(Collected data)
================

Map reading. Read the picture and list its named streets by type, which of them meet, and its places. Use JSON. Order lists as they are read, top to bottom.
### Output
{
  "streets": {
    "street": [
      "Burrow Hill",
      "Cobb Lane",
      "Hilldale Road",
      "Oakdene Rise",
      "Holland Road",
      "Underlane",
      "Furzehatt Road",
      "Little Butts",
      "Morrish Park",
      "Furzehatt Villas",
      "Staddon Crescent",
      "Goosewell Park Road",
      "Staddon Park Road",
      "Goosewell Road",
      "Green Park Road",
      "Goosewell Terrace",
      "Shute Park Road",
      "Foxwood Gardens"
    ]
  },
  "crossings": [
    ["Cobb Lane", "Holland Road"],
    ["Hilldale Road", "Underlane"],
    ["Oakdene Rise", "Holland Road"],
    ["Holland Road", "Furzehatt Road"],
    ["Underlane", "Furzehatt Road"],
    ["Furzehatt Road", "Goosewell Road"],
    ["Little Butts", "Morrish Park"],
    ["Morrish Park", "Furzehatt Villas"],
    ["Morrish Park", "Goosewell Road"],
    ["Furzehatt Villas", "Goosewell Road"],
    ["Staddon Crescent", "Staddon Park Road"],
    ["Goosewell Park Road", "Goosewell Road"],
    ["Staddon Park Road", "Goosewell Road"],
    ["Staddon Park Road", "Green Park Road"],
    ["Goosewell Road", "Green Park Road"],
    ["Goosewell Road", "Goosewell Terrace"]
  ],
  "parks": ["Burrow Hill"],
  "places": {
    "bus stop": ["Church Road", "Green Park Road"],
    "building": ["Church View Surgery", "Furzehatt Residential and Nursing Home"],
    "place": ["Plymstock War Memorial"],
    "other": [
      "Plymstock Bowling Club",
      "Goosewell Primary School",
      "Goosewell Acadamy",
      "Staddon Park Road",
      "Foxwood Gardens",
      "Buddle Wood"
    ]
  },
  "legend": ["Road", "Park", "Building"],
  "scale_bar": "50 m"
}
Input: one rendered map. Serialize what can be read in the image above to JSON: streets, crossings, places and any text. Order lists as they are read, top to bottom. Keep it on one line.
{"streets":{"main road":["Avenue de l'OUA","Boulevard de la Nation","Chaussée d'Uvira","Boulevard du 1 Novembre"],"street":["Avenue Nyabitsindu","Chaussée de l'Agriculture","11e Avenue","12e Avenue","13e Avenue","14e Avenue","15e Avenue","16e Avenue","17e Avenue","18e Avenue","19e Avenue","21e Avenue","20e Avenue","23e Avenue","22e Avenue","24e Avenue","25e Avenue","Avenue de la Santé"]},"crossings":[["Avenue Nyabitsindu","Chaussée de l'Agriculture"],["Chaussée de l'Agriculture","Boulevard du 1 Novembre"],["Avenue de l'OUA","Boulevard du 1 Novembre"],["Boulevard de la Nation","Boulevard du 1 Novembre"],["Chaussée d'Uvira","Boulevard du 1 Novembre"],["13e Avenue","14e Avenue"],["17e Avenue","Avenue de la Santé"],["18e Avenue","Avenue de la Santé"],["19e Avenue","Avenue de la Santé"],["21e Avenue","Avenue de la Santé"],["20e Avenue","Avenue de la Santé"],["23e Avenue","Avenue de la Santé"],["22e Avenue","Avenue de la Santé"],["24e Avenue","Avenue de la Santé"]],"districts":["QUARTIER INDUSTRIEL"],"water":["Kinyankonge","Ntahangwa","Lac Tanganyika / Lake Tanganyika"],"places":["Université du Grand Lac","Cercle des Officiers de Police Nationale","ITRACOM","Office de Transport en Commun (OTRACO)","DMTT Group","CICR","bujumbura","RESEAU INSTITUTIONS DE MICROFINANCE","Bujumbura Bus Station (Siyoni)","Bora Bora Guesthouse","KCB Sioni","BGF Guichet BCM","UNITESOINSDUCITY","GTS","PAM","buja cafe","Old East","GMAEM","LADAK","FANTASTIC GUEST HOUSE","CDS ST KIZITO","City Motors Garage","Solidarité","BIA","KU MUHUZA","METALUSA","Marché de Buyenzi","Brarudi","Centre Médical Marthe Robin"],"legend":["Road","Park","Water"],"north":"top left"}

================

* **WHAT TO WORK ON**
Within the records, the lines containing the string "Plymstock" are to be counted and their number given without comment.

* **REPLY**
2